On a clear, full moon night in April, I showed up to the lodge deep in the Pasadena Hills with a bag of tobacco, some humus and pita chips, and plenty of anxiety. Would I pass out? Be too hot? Would I chicken out in the middle of the two-hour ceremony? Would I really open up new possibilities in my life?
Twelve of us entered the lodge from the east door, which Lyn explained represents the fire element and the human attributes of illumination, enlightenment and spiritual energy. The fire pit heating the stones was also located nearby. I chose to sit in the southeast position, closest to the entry, in case I needed to make a break for it. The south of the lodge represents the water element and human emotion. The west represents earth and the qualities of presence, intuition and introspection. North represents air and winds, corresponding to the mind, logic and wisdom.
Once everyone was inside and in position, Lyn brought the hot stones inside. The door flap was closed and “Round One” began. Dark and magical; water was poured on the stones and I began to sweat immediately as Lyn called the Native American ancestral spirits to join us in the lodge. We were asked to offer up prayers for ourselves. I prayed aloud for guidance about what direction I should go in my life and the strength to live up to my full potential. I heard others petitioning for healing, love and resolution. Like a sea of echoing voices in the darkness, it was nearly impossible to decipher where one voice began and another ended. It created a beautifully anonymous atmosphere. After an intense 30 minutes of prayers, the flap opened and I could feel the much-needed rush of cool air.

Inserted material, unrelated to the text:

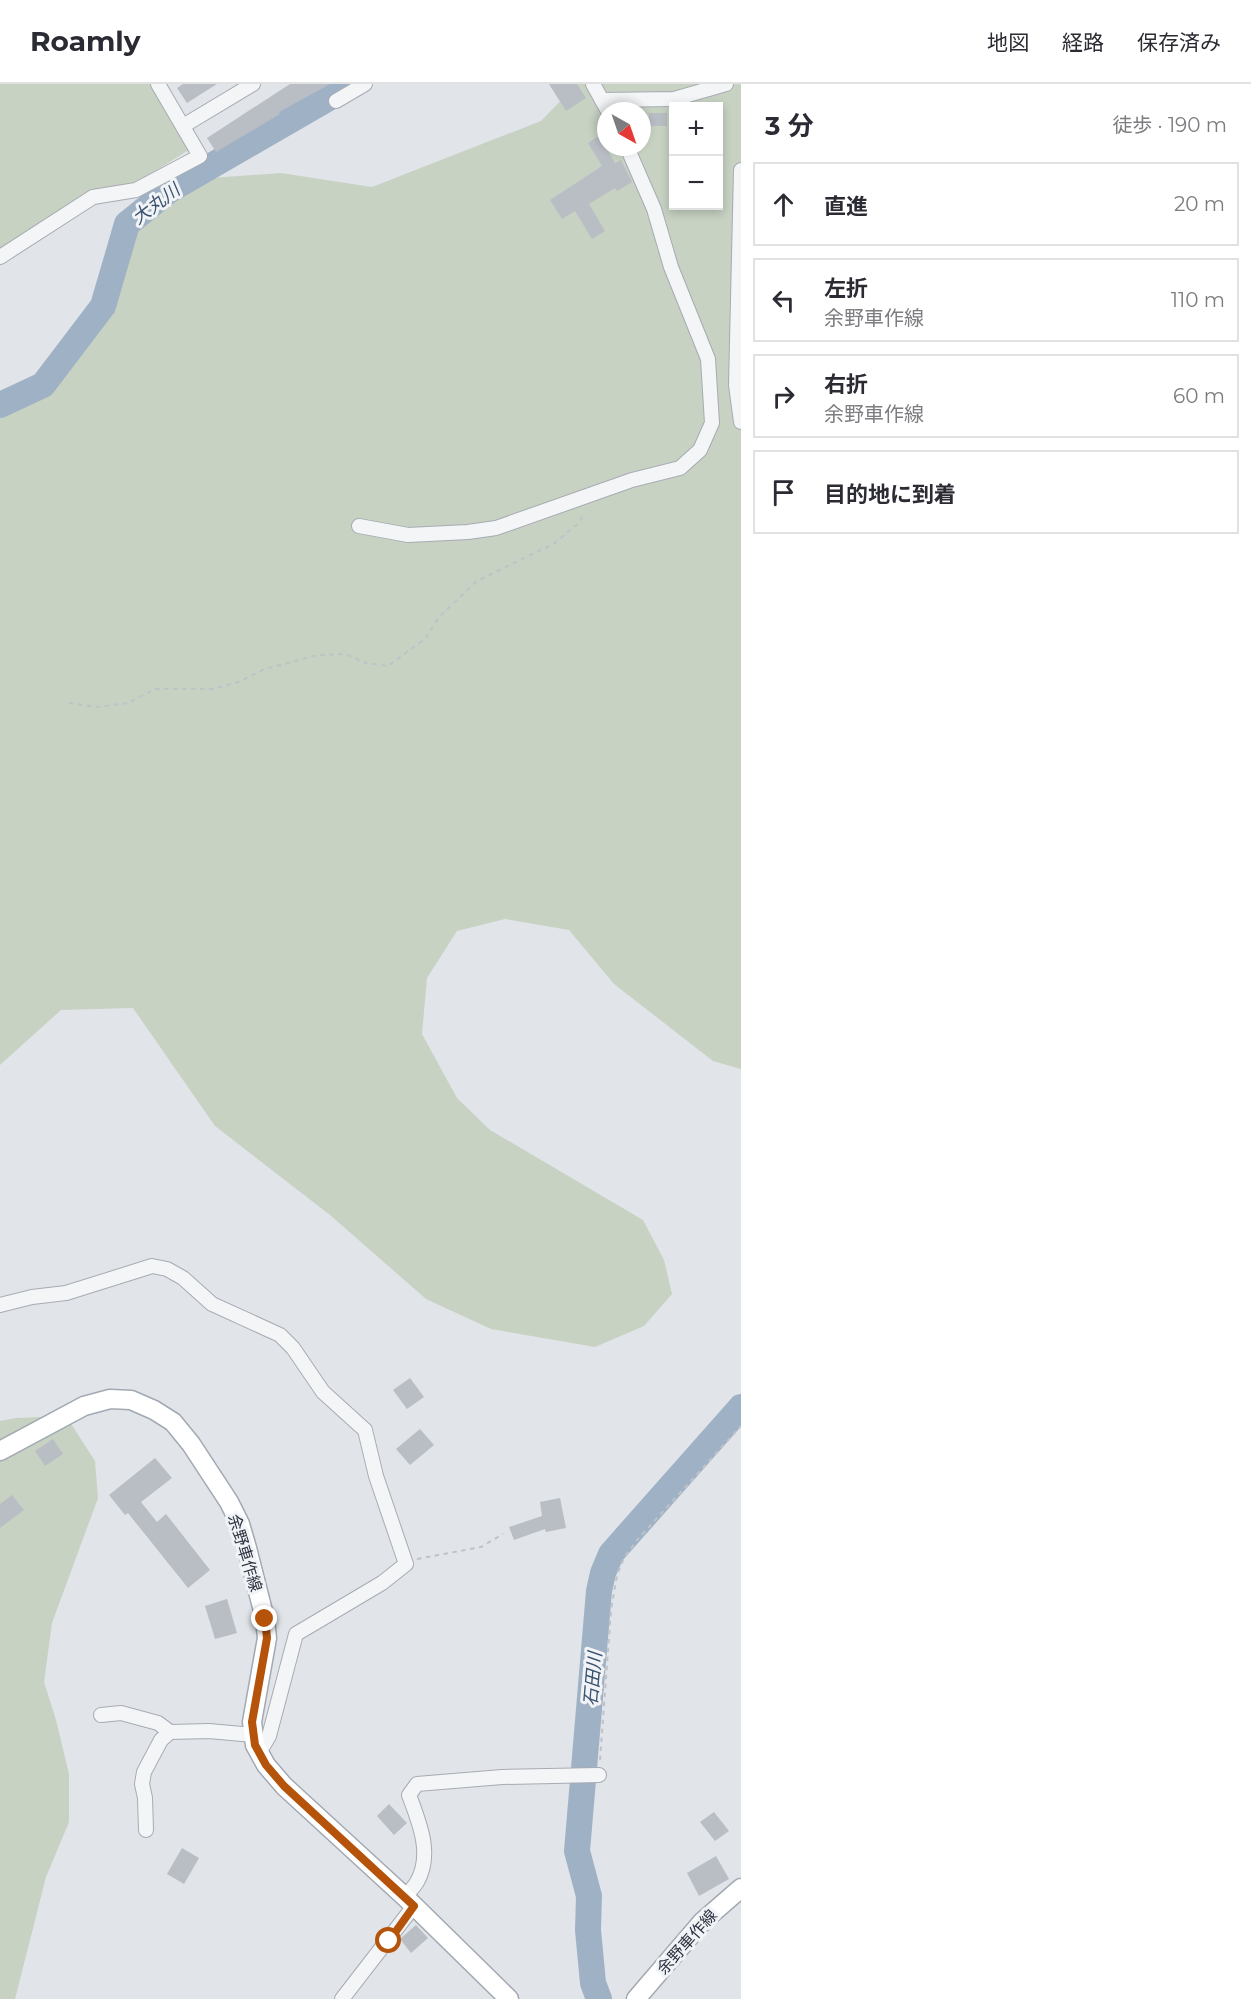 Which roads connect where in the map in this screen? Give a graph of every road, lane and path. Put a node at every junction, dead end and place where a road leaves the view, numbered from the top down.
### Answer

Then “Round Two” began; we shared our prayers for others this time. Emotions and sweat began to pour out of me as I started to slip away from the realm of reality into a trance-like state. I felt the prayers coming out of my mouth for my grandfather’s health, the safety of my friends and family, and peace in the world. Devoid of all energy to struggle, I stopped trying to understand the ceremony on an intellectual level and just got swept away in it. The voices of the others almost seemed to be radiating out of the fire and surrounding me like a hot blanket. In “Round Three” all participants were urged to give away with intent and purpose all the burdens, fears, guilt, worries and procrastinations that were weighing them down. I shouted into the dark air with fervor, pleading to be released from self-doubt, perfectionism and fear of failure. My remaining inhibitions melted away and I felt an elated freedom, ready to conquer the world. I felt the intensity rise in the lodge. Between all of the sweating and emoting, I melted in the cacophony of voices and rested my head on the ground. I felt light, dream-like. In “Round Four” we thanked all the spiritual energies that had joined us during the sweat. As the end of the two hours drew to a close, I felt spent but blissful as I returned to reality.

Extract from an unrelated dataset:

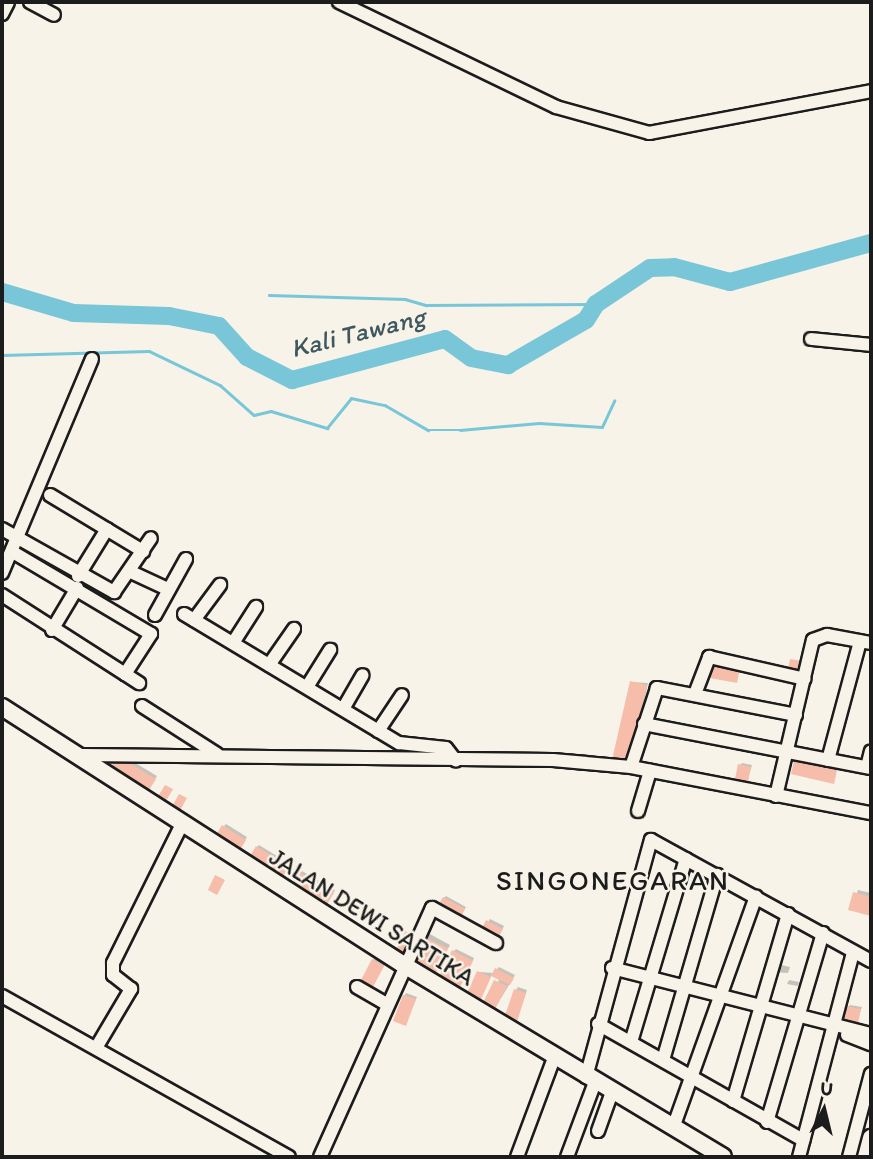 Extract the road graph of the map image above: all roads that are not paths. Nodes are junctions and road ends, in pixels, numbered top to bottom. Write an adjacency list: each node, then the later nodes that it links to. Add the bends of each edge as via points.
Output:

As I floated out of the lodge, I lied down on my towel in the soothing, April night air and drifted off, staring at the moon. When I finally came to, I enjoyed a feast of chips and dips, fruits, vegetables, and other delicious foods with the other participants. I went home and fell into the deepest sleep of my life.
Call it coincidence, but a lot of change occurred in my life following the sweat. Within three months, I was elated when I received a surprise, out-of-state job offer. In the three years since the sweat, I have had the opportunity to start and run my own Youth Theatre Company, work on Broadway, and pursue my career as a writer. How’s that for new possibilities?